So far we’ve had three polls conducted since the end of conference speech – YouGov in Friday’s Times, Opinium in today’s Observer and ICM in the Sun on Sunday. The first two included voting intention figures.

The YouGov/Times poll was conducted on Wednesday and Thursday after Theresa May’s conference speech. Topline figures there were CON 40%(+1), LAB 42%(-1), LDEM 7%(nc) and changes are from immediately before the Labour conference. Tabs are here.

The Opinium poll for the Observer was conducted between Wednesday and Friday (so once again, after Theresa May’s speech) and had topline figures of CON 40%(-2), LAB 42%(+2), LDEM 5%(-1). Changes are from just before the Labour party conference began. Tabs are here.

The two polls show identical two point leads for the Labour party, suggesting that Theresa May’s disastrous leader’s speech hasn’t radically changed levels of party support (the changes since the previous polls are in opposite directions, but neither are statistically significant, so I expect we’re just seeing noise there). Perceptions of the Prime Minister herself may be a different matter, though the public do still seem to be divided on her future.

Opinium did pick up a fall in Theresa May’s own ratings, with her net approval down to minus 16 compared to minus 11 before the conference season. Jeremy Corbyn’s figures were up, from minus 10 before conference to minus 5 now. Theresa May had a three point lead over Jeremy Corbyn on preferred Prime Minister.
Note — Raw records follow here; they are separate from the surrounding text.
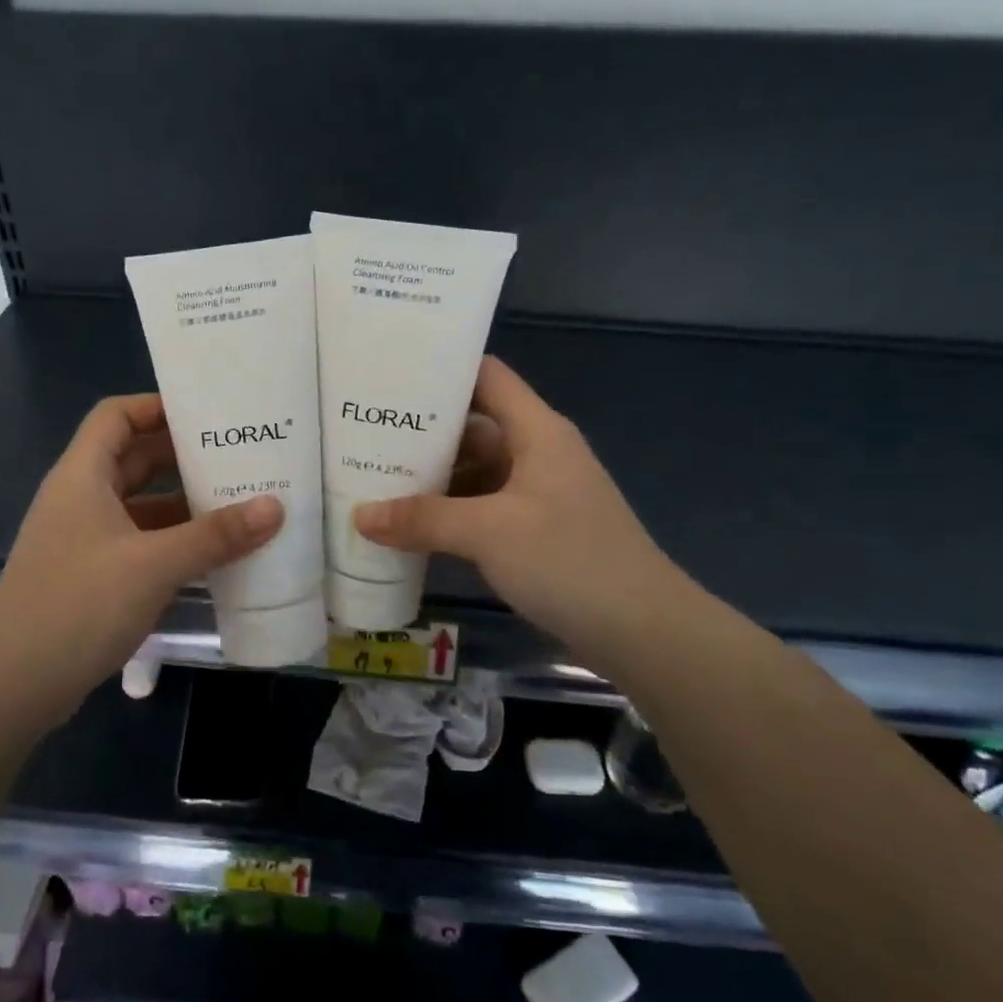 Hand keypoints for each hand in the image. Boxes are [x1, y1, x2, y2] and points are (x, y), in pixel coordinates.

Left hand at [0, 394, 281, 719]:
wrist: (16, 684)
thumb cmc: (80, 605)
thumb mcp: (155, 565)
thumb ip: (216, 536)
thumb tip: (276, 507)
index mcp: (82, 476)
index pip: (116, 415)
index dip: (157, 406)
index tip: (207, 414)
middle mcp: (80, 498)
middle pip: (133, 459)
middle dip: (182, 456)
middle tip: (237, 456)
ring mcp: (83, 539)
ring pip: (139, 504)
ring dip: (182, 503)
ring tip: (237, 502)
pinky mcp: (91, 574)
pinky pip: (138, 541)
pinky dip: (172, 540)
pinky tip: (211, 554)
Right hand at [353, 357, 679, 661]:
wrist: (643, 631)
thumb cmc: (569, 561)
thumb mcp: (489, 533)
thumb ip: (423, 519)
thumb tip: (359, 516)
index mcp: (536, 431)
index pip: (486, 377)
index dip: (441, 370)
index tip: (388, 376)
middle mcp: (537, 453)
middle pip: (473, 426)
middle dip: (421, 434)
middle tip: (363, 436)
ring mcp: (537, 494)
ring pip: (475, 471)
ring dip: (432, 479)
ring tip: (373, 479)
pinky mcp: (535, 531)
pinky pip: (482, 508)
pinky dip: (449, 513)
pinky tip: (410, 525) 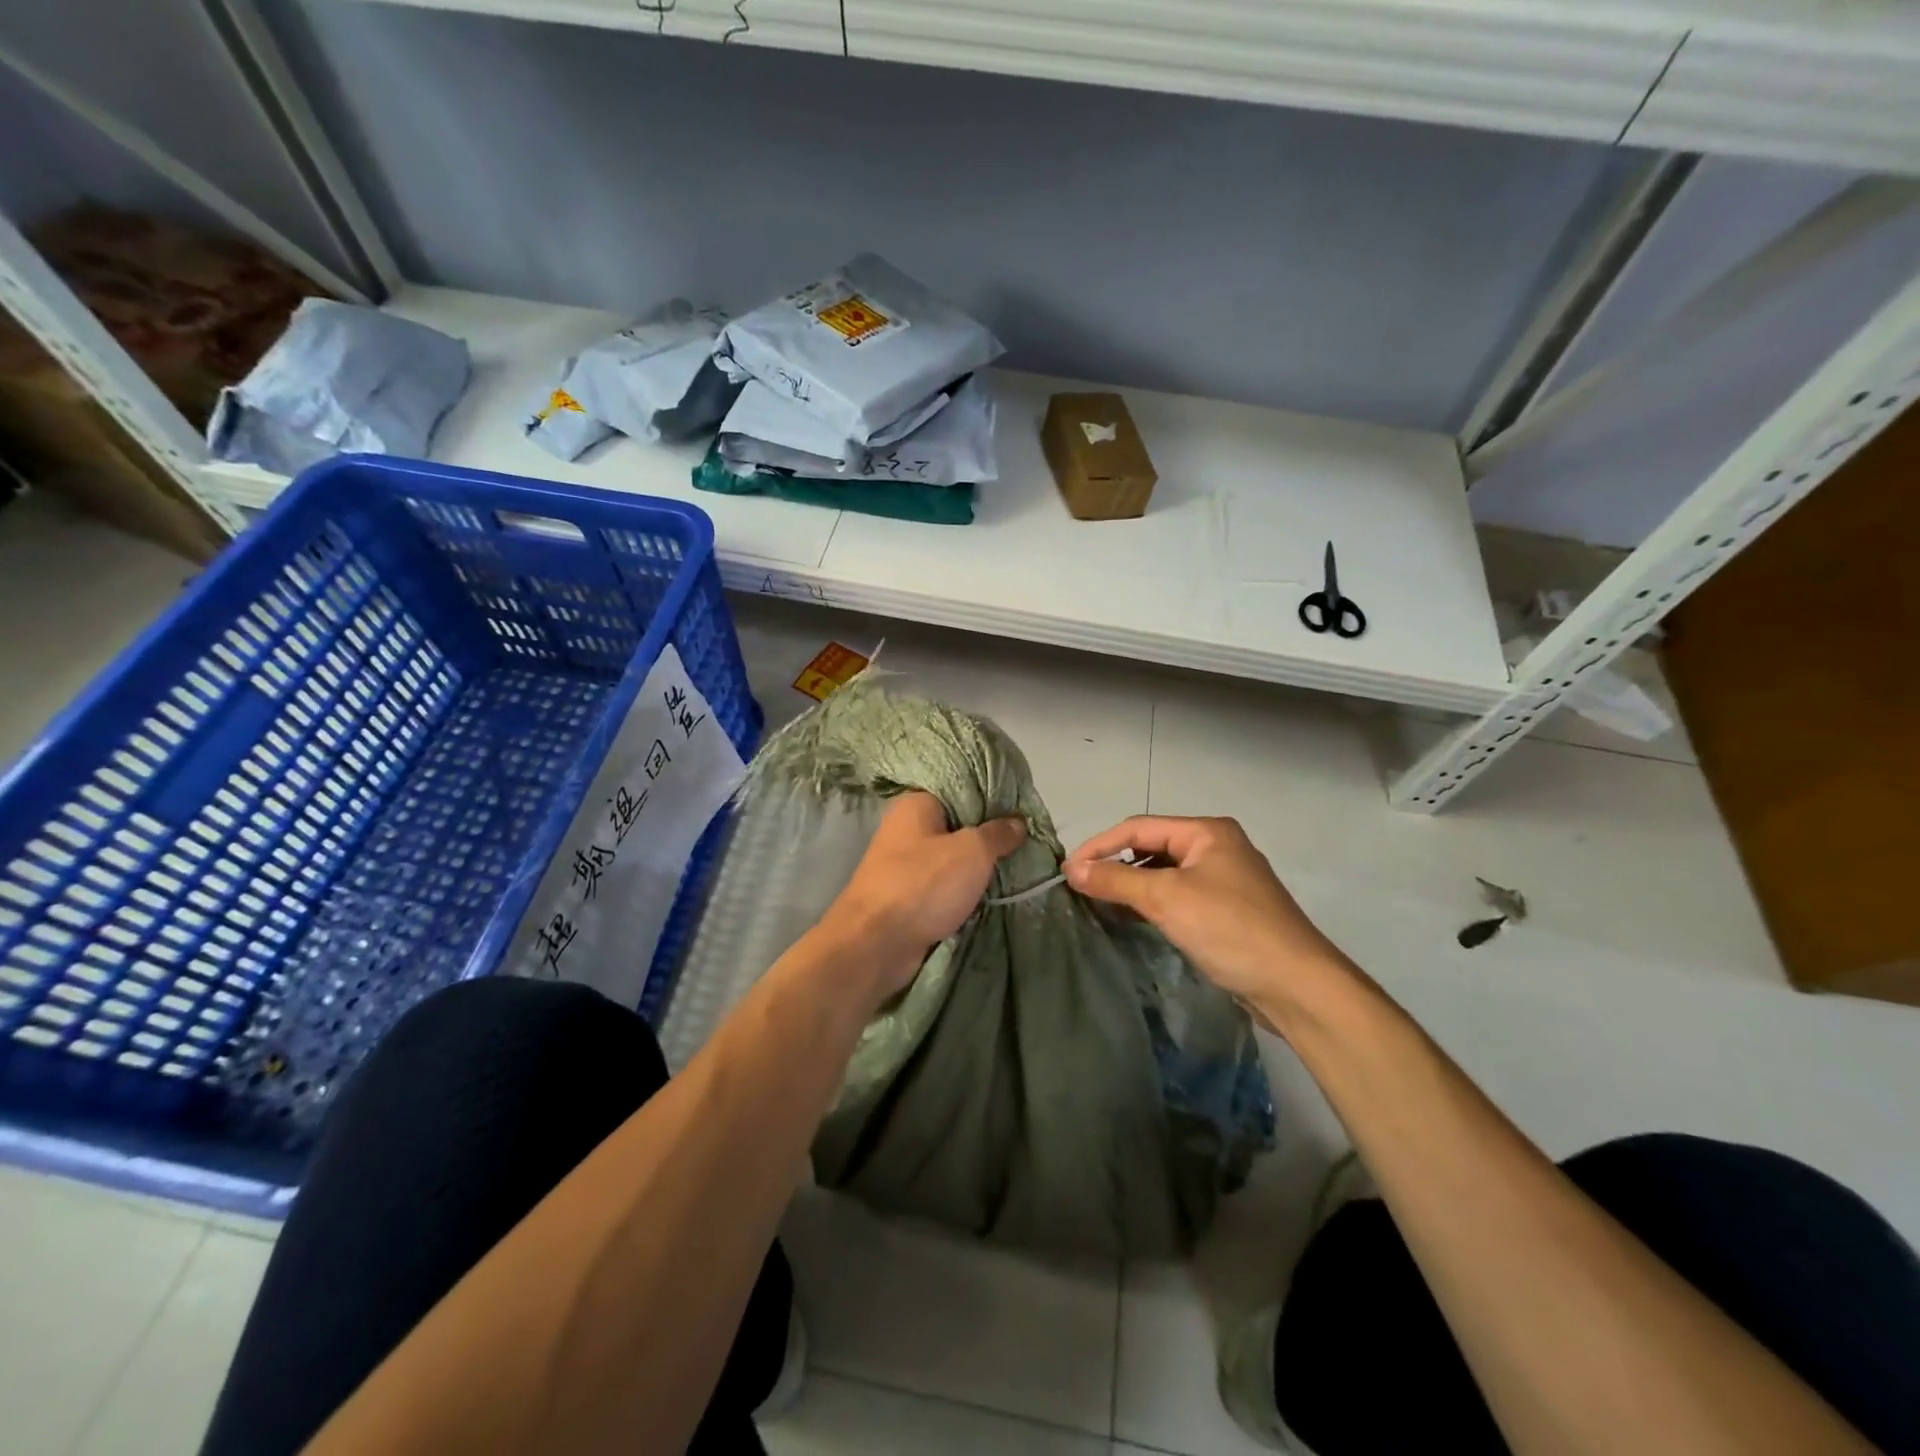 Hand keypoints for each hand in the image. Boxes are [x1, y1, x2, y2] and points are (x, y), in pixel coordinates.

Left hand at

YouGov asked about the future of Theresa May as Tory leader and found the public split down the middle – 39% think she should stay, 38% think she should go. As ever, answers like this fall out along very partisan lines – 68% of Tory voters think she should stay, 55% of Labour voters think she should go. Her ratings are mediocre across the board though, her lead over Jeremy Corbyn as best PM has shrunk to only three poonts (36% to 33% – 32% of people said don’t know, suggesting a fairly large chunk of people aren’t enthused by either of them.) 59% of people now think she is doing badly as PM, 31% still think she is doing well.

A third poll by ICM for the Sun on Sunday doesn’t appear to have voting intention figures (or at least, I haven’t seen them yet), but did ask what people thought Theresa May should do now. 29% wanted her to just continue as she is, 32% wanted her to confront her party opponents (18% by having a big reshuffle, 14% by making a “back me or sack me” demand), 13% want her to go immediately, 13% want her to name a future date when she will go.

There was also a BMG poll in the Independent today, but the fieldwork was conducted prior to the Conservative conference. Figures in the newspaper were CON 37%(-2), LAB 42%(+4).


256 Responses to “Post conference polling”

1 2 3 4 5 6
  1. Well, the dismal scientists seem to have taken over the place this afternoon.

    Back to a bit of speculation on the Kremlinology that passes for national politics.
    Judging by today’s events the Tory Brexiters have captured Mrs May, Gove for Chancellor, and full steam ahead for a rigorous Brexit, “the ball is in the EU’s court”.
    Hammond and Amber Rudd on the sane Brexit side have the numbers, but do they have the bottle to re-capture Mrs May?

  2. CARFREW

    @”The Bank rescue programm addresses solvency, fine. I agreed with that,”

    Alleluliah !

  3. @Colin

    The Bank “Rescues” stopped the beneficiaries from going Bust-going into Liquidation. Thats why they are described as “rescues”.
    Institutions engaging with BoE in its periodic purchase auctions for their Gilts are NOT being “rescued”-they are being helped to be more liquid. They could still go Bust, whether they swapped a few Gilts for cash with BoE-or they didn’t. Their SOLVENCY is not affected by the BoE Asset Purchase Facility ( QE)

    ———

    This is a quibble over the meaning of the word “rescue”. The banking crisis was in considerable part a liquidity crisis. It required immediate injections for solvency and to provide liquidity, and further injections of liquidity to assist recovery.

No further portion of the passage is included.